This is spot on, but it elides the arguable good that low food prices bring.

For full disclosure, I grew up on a working beef cattle farm, and my side
hustle is to raise a flock of twenty sheep with my wife, who is a
veterinarian, in the Maryland suburbs. So I'm sympathetic to small farmers and
local agriculture. But the story is more nuanced than that.
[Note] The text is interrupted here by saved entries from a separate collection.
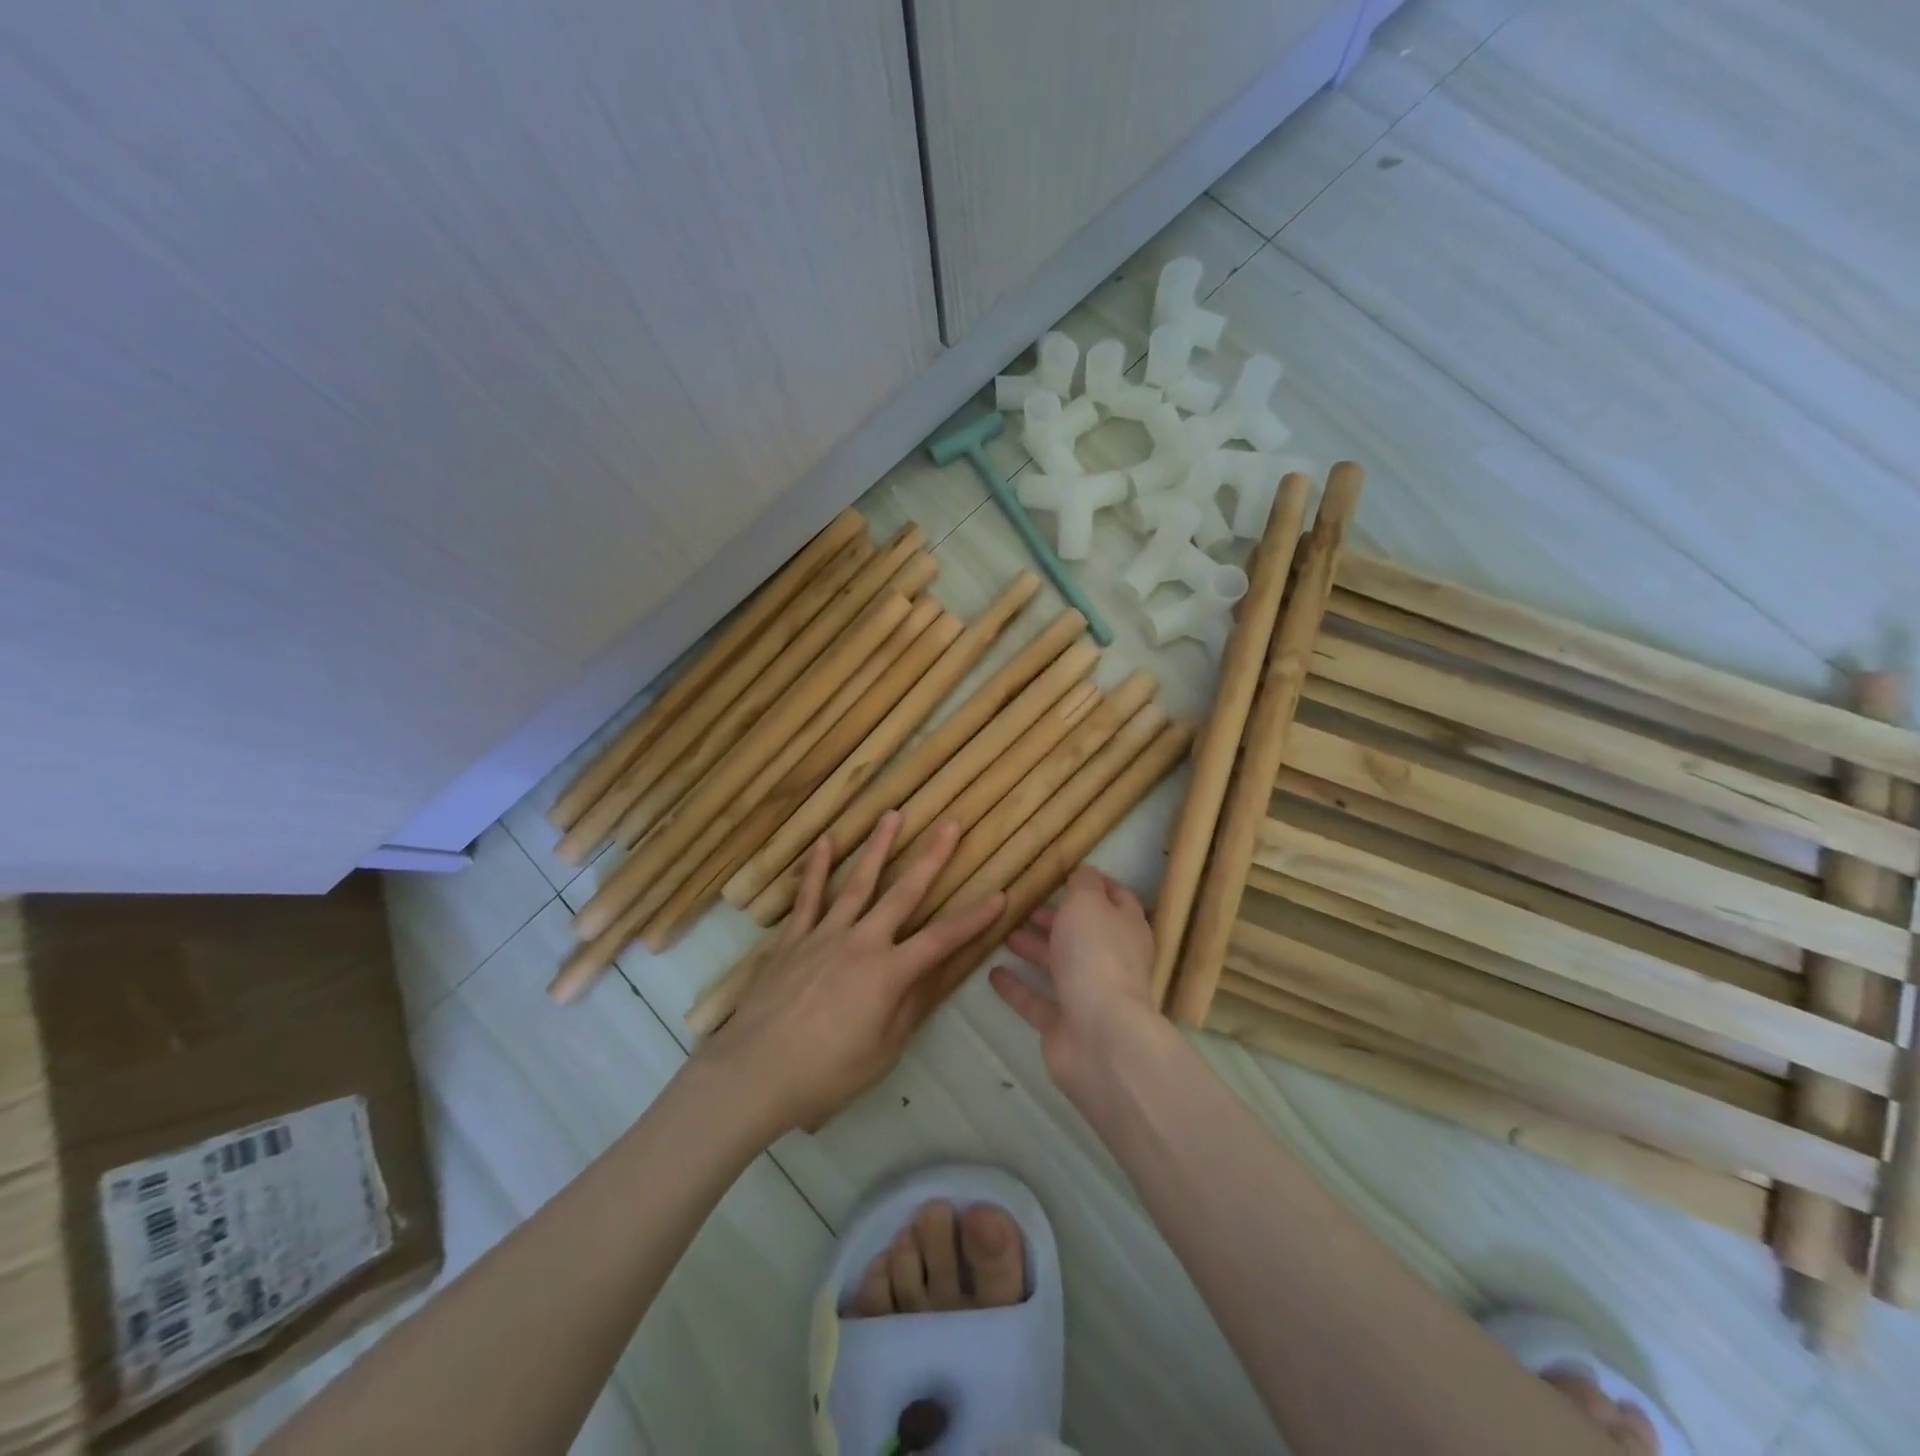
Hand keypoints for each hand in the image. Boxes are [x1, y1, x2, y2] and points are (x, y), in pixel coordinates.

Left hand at [697, 812, 1004, 1136]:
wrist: (753, 1073)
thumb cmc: (825, 1074)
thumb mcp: (882, 1052)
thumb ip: (909, 1008)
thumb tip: (932, 974)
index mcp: (888, 973)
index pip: (942, 939)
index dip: (974, 918)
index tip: (1001, 895)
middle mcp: (861, 942)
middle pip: (903, 893)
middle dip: (931, 857)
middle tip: (950, 824)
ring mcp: (824, 934)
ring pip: (858, 882)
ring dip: (878, 847)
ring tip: (893, 815)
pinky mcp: (793, 938)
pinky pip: (809, 897)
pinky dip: (816, 868)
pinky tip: (824, 841)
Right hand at [989, 864, 1164, 1094]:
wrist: (1099, 1038)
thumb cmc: (1096, 957)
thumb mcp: (1088, 903)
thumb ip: (1083, 884)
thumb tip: (1084, 871)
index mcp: (1125, 928)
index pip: (1116, 898)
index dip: (1095, 883)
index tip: (1066, 872)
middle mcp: (1110, 960)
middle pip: (1081, 932)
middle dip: (1054, 917)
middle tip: (1021, 904)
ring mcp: (1087, 994)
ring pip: (1057, 964)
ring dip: (1033, 947)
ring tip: (1002, 932)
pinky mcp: (1063, 1024)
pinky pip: (1036, 1000)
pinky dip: (1016, 986)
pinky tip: (992, 972)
American agriculture, like much of American industry, has optimised for the
highest possible production at the lowest possible prices. This has a lot of
side effects, some good, some bad. The good, of course, is that food is far
less expensive than at any time in history, and real famine is almost
nonexistent - true, there are local famines, and those are horrible, but
they're cause more by politics and war than by farming practices.
Historically, people who weren't farmers soent something like 40% of their
income on food. That number is now closer to ten percent in industrialized
countries. Don't overlook that fact when thinking about hunger in America. It
exists, to be sure - but it would be a lot worse without industrialized
agriculture.

The downsides, of course, are numerous. You have to have massive economies of
scale to compete, which means more and more farm land is in the hands of fewer
and fewer farmers - who, often, are working land owned by investors or
corporations. It not only encourages massive use of pesticids and chemical
fertilizer, it actually demands it. It degrades the soil. It contributes to
the existence of plant diseases, both by its focus on planting monocultures
and by the pesticide use, which breeds resistant parasites. And it reduces
genetic diversity in crops.

Animal agriculture is also affected. Corporate farming produces poor quality
of life for livestock, reduces genetic diversity in livestock, increases
public health hazards through antibiotic overuse and zoonotic disease
outbreaks, and encourages overconsumption of meat.

And both contribute significantly to global warming.

But, unfortunately, most people vote with their pocketbooks most of the time.
What would you do if your grocery bill went from $150 a week to $300 or more?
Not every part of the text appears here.